With Ireland now a lost cause, the next country which will see its bond yields surge to new records is Portugal. And just so vigilantes don’t miss the hint, the Portuguese opposition party has stated that the country’s budget deficit and public debt are “higher than those reported by the government.” The claim is that Portuguese debt is about 30% higher than claimed by official statistics: instead of 82% of GDP, it is actually 112%. With bankrupt Greece having lied about virtually every aspect of its comatose economy, it is not as easy to dismiss the announcement as merely political bickering, and is sure to leads to at least a modest double digit basis point jump in Portuguese spreads. And once Portugal is rescued, just after New Year’s, then it will be time for those last two countries of the peripheral block: Italy and Spain. And after them, it’s the core’s turn.
Pedro Passos Coelho told a meeting of his Social Democratic Party items like state-run companies’ debts were not included in the overall public debt, which the government puts at 82 percent of gross domestic product this year.
He said that the “true” total public debt stood as high as 112 percent of GDP, while the budget deficit should be at 9.5 percent of GDP, far above the minority Socialist government’s target of 7.3 percent for the end of the year.
“The state has for many years been removing from the budget a series of activities, which has made a large part of our numbers fictitious,” he said in televised remarks.
Government officials were not immediately available for comment.

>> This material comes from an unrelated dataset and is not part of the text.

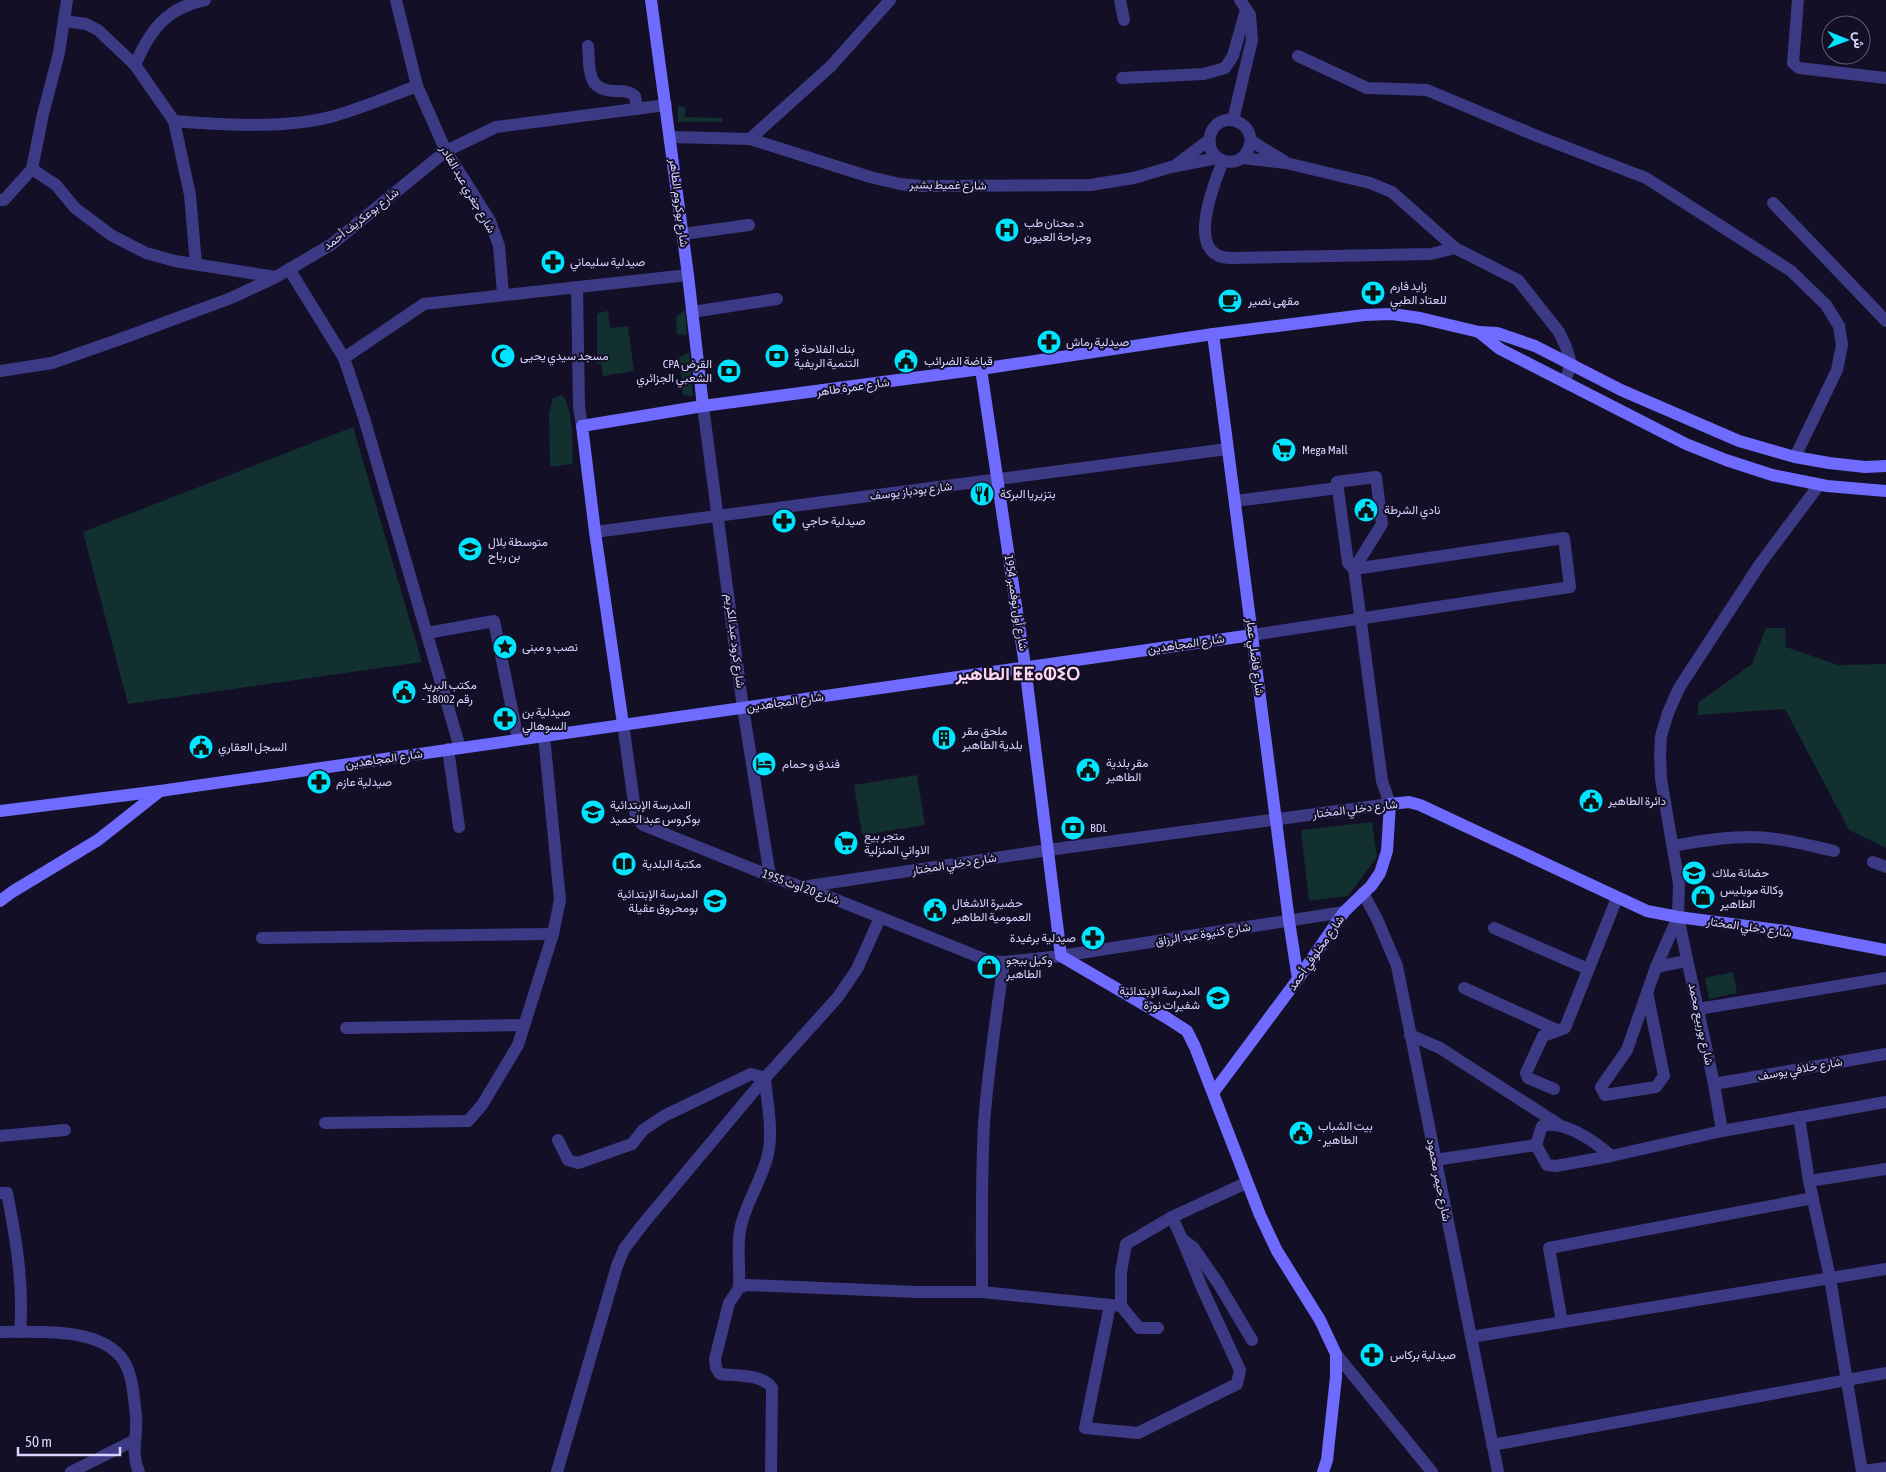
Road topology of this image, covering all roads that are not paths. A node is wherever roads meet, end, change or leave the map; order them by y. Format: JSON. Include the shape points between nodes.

They have previously denied similar allegations by smaller opposition parties, saying that the statistical and budget data were regularly monitored by Brussels.
And just to validate that Europe has become a cesspool of fraud and lies (which is not to say America is any better), Eurostat just announced what everyone has known for along time: that the Greek deficit as a % of GDP was not 13.6% but 15.4%. And that is likely not the last revision.
While lying is now the new normal in Europe, and is therefore not surprising, the only question we have is whether the opposition leak was predicated by greater financial “interests”, which now seek to bail out as many countries of the periphery as fast as possible, just so the fate of all of Europe’s deficit countries is controlled by the ECB, and not by China, which has recently been stirring about taking over the ECB’s role as patsy of last resort.